Diese Wattwanderung fühlt sich allerdings an wie eines der letzten Abenteuer unserer Zeit, bestimmen doch die Gezeiten komplett den Rhythmus der Insel. Die wechseln täglich – und ob die Tour über den markierten Weg auf dem Meeresgrund machbar ist, hängt auch vom Wetter und dem aktuellen Wasserstand ab. „Alles über 20 Zentimeter über dem mittleren Niedrigwasser wäre semigut und schlechter“, hatte mir Wattführer Thomas Lehmann von Gönn dir Watt mit auf den Weg gegeben und eingebläut, nicht später als zweieinhalb Stunden vor Niedrigwasser in Sahlenburg zu starten.

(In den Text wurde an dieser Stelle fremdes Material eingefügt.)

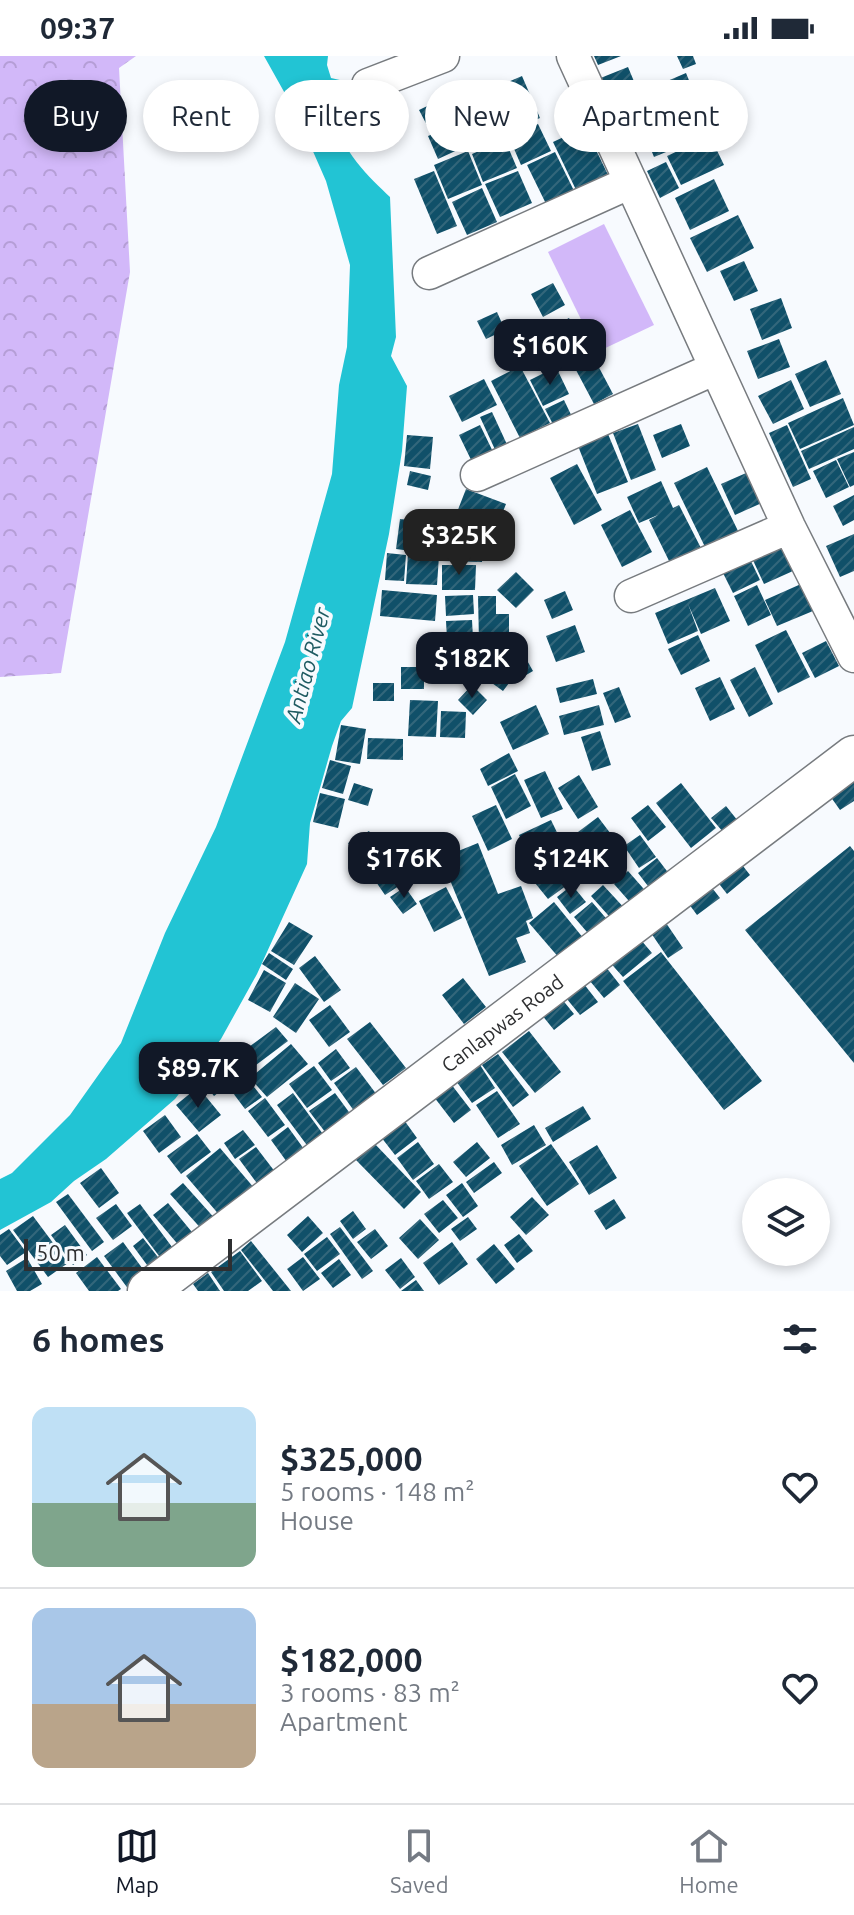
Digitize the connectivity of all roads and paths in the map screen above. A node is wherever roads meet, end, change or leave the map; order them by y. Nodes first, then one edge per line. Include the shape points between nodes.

Wir haben Glück und liegen sogar 20 Zentimeter unter mittlerem Niedrigwasser, also beste Voraussetzungen.

Unterwegs durchs Watt zur Insel Neuwerk

Unser Gepäck haben wir gerade auf der Laderampe für die Wattwagen abgelegt, verpackt in einen blauen Müllsack und beschriftet mit unserem Namen, einer Telefonnummer und unserem Hotel auf der Insel. „Das wird später abgeholt und direkt zu uns gebracht“, hatte mir Christian Griebel vom Hotel Nige Hus versprochen. Hier scheint die Welt noch richtig in Ordnung zu sein. Neben unserem Sack liegen noch gut zwei Dutzend weitere blaue Müllsäcke und wir sind auch ganz offensichtlich nicht die einzigen, die heute nach Neuwerk wandern wollen. An der Rettungsstation in Sahlenburg, dem Ausgangspunkt für die Wattwanderungen, ist schon einiges los.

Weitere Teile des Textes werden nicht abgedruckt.